Dashboard not accessible:
# Check lighttpd status
sudo systemctl status lighttpd
sudo systemctl restart lighttpd
# Verify port 80 is not blocked
sudo ufw allow 80/tcp
Slow DNS resolution:
# Test resolution time
time dig @192.168.1.100 google.com
# Increase cache size in web interface:
# Settings > DNS > Cache size (default: 10000)
Conclusion
Pi-hole provides network-wide ad and tracker blocking by acting as the DNS server for your entire network, requiring no configuration on individual devices.

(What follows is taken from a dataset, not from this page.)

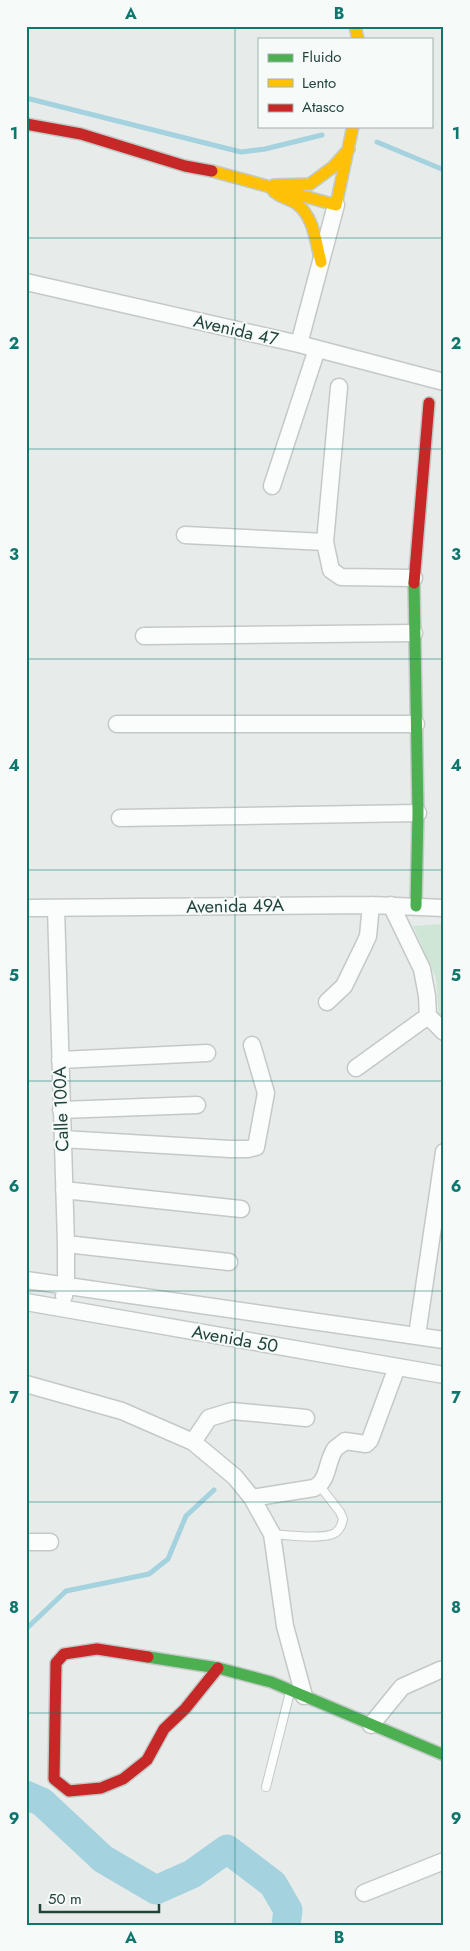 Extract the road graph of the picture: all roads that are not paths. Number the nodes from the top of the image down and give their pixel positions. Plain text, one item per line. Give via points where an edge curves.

The gravity blocklist system, combined with per-device query logging and a clean dashboard, makes it easy to identify blocked domains and whitelist false positives. Pairing Pi-hole with a local Unbound resolver provides full recursive DNS resolution without relying on external upstream providers, delivering both ad blocking and DNS privacy in a single stack.